I waver between wanting to punch Prescott’s face and whip Ivory’s perfect ass. Neither is a lawful option, and the latter boils my blood just for thinking it.
My focus dips to her lips for a breath too long before I address the class. “Read the chapter and answer the questions at the end of the lecture.”
I curl a finger at Ivory in a follow-me gesture. “I’ll see you in the hall.”
I follow Mr. Marceaux out of the classroom, my mouth dry and hands damp. As the door clicks shut behind him, my insides writhe under the barrage of a thousand fists.
He’s not a huge man, but he seems gigantic in the empty hall, a towering pissed-off mountain of repercussion.
If my future depends on his first impression of me, I’ve fucked my life to hell.
He rubs a hand down his face, over his mouth, and glares at me for an eternity. “You come to my class unprepared and—”
“I cleared the text book issue with the front office. They always give me the first week to—”
“Do not interrupt me,” he says harshly and leans in, bracing a hand on the wall beside my head.
A rush of blood heats my cheeks beneath the intimidating blue of his gaze. His mouth is so close I can smell the lingering scent of cinnamon gum on his breath, and my stomach turns with unease.
“Are you deliberately trying to waste my time?” His jaw hardens. “No sniveling excuses or lies. You have five words to explain why you don’t have your supplies.”
Five words? Is this guy serious? He can eat a dick, because I’m only giving him four.
“I live in Treme.”
“Treme,” he echoes, deadpanned.
I hate how stiff and uncomfortable I feel in the confines of his glare. I want him to look away, because I hate his eyes, hate the vivid facets of sapphire and the way the icy specks sharpen under the fluorescent lights. Nothing could ever be gentle or safe in that gaze.
His throat moves in the deep pocket of shadow above his tie. “Why?”
“Why what?”
“Why do you live in Treme?”
He doesn’t just ask the question. He snaps it like a whip. Like a punishment I didn’t earn.
I’m only inches away from him, my back against the wall, and I feel defensive, cornered, my hackles bristling with vindication. “Oh, right. I forgot you have a big fancy degree, so I’ll dumb it down for you.”
“Watch your fucking tone.”
It’s barely a whisper, caught and held in the small space between us, but I feel it vibrate through me like a thunderous roar.

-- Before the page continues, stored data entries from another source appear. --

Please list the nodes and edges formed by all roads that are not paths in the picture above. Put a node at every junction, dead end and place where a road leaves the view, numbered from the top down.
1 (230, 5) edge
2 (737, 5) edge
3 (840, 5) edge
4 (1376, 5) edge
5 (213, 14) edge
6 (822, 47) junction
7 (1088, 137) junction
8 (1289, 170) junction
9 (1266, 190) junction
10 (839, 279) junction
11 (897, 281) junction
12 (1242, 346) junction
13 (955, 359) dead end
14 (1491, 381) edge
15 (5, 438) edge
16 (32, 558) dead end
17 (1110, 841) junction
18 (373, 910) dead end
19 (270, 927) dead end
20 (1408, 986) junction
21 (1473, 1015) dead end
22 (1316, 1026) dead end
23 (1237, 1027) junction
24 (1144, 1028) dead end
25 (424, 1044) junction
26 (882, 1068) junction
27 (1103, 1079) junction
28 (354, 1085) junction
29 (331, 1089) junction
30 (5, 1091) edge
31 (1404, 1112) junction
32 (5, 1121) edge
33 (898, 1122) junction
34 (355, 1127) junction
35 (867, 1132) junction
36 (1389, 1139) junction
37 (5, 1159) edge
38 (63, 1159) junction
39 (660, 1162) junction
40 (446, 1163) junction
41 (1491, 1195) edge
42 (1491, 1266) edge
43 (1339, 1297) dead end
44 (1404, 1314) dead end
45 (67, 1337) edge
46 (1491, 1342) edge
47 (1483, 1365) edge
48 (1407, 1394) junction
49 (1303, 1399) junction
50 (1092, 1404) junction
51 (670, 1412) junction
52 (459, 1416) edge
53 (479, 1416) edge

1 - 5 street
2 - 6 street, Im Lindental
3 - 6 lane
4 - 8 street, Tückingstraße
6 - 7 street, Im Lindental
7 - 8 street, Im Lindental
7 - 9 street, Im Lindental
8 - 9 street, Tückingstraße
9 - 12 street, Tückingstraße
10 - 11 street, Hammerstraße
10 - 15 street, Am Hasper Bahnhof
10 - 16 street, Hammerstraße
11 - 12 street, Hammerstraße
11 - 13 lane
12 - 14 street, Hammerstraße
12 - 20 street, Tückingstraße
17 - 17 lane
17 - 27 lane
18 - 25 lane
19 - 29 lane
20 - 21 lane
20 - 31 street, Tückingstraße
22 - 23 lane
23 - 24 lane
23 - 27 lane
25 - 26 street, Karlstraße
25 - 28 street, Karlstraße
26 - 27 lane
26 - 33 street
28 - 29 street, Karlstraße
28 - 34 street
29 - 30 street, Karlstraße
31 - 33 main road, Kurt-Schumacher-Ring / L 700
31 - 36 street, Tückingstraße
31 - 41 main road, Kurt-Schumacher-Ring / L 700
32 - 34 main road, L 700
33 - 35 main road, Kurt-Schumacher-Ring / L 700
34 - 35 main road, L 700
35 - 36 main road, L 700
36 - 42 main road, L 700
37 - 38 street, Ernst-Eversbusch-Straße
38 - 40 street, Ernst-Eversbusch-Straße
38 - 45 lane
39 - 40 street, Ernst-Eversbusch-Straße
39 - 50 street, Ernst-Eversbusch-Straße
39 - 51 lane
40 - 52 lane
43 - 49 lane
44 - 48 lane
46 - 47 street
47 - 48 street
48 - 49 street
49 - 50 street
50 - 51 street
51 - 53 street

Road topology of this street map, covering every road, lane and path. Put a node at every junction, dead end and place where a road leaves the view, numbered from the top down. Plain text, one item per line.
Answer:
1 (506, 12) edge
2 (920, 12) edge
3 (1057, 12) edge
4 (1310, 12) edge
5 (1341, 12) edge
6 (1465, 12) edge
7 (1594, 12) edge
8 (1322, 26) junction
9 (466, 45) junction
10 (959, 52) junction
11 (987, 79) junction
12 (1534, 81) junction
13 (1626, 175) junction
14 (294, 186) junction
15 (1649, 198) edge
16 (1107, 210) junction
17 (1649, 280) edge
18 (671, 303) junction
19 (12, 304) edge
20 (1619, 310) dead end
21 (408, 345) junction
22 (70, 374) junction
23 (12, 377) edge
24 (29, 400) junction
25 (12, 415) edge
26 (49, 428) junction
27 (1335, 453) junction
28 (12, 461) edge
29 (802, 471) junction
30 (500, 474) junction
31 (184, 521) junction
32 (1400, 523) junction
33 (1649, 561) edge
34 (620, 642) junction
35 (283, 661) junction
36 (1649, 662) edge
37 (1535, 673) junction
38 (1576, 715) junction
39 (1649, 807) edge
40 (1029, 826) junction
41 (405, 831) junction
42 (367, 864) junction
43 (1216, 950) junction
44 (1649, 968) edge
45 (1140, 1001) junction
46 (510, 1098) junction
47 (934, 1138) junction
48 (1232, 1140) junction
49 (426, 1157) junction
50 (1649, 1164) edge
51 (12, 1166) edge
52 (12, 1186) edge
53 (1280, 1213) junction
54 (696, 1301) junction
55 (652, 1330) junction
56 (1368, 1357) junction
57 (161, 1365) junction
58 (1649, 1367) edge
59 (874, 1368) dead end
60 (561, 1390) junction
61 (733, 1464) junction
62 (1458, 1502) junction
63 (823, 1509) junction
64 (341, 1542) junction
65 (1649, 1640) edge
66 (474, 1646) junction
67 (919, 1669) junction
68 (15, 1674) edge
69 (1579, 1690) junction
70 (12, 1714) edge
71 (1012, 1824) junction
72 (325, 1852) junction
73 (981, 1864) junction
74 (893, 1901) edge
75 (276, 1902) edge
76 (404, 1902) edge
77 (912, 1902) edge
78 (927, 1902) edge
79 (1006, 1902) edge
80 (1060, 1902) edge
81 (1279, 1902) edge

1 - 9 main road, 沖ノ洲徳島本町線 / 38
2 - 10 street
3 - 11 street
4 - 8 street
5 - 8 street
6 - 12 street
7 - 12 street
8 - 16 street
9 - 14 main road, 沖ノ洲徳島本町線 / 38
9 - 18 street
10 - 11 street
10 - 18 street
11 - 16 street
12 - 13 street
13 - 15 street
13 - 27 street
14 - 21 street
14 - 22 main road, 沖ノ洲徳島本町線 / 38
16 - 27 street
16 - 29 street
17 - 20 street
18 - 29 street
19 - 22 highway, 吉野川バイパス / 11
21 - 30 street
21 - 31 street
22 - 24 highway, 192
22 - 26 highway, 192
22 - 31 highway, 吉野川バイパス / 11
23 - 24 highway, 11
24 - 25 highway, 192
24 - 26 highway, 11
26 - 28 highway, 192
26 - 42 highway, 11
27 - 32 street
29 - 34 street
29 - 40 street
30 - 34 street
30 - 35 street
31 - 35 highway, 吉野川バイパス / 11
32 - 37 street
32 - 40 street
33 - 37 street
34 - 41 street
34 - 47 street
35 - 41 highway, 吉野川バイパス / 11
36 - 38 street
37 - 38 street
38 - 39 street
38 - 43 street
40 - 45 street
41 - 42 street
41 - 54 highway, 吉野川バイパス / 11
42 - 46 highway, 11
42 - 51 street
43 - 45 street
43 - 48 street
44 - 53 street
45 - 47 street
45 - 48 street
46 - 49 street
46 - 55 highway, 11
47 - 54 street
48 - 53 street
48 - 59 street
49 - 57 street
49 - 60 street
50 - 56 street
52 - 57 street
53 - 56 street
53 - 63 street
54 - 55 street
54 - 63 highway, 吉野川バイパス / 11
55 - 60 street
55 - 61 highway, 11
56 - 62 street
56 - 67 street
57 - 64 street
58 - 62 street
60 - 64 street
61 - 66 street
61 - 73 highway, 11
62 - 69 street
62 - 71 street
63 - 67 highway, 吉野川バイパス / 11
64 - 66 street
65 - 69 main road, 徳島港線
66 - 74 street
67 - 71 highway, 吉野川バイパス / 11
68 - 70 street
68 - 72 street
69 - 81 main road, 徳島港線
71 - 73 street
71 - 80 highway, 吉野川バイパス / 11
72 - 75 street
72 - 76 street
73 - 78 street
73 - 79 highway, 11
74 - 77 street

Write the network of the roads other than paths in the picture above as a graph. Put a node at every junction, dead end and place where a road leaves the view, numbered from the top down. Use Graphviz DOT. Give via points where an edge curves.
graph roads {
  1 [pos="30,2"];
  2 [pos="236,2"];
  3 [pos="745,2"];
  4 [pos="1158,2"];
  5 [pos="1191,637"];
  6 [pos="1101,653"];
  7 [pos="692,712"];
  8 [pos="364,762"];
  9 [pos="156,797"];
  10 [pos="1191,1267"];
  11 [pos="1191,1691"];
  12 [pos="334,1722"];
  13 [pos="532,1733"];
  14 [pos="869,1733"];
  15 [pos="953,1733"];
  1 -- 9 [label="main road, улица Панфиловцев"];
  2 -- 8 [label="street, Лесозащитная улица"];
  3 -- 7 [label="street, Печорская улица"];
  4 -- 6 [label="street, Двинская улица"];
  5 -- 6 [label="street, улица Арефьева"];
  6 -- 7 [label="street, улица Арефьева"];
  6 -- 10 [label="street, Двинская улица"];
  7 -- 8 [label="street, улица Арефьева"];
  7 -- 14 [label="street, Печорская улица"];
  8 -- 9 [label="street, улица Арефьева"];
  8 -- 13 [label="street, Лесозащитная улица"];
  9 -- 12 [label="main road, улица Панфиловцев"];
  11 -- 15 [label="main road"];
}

He said no sniveling excuses or lies? Fine.
I wipe the attitude from my voice and give him raw, unpolished honesty. “I live in Treme because my family can’t afford a mansion in the Garden District, Mr. Marceaux. I can’t afford a cell phone or any kind of phone. I can’t afford running shoes or food for my cat. And those…those electronic bracelets all my classmates wear when they work out? I don’t know what they do, but I can’t afford one of those, either. And right now, I don’t have the money for school supplies. But I will. I’ll have it by the end of the week.”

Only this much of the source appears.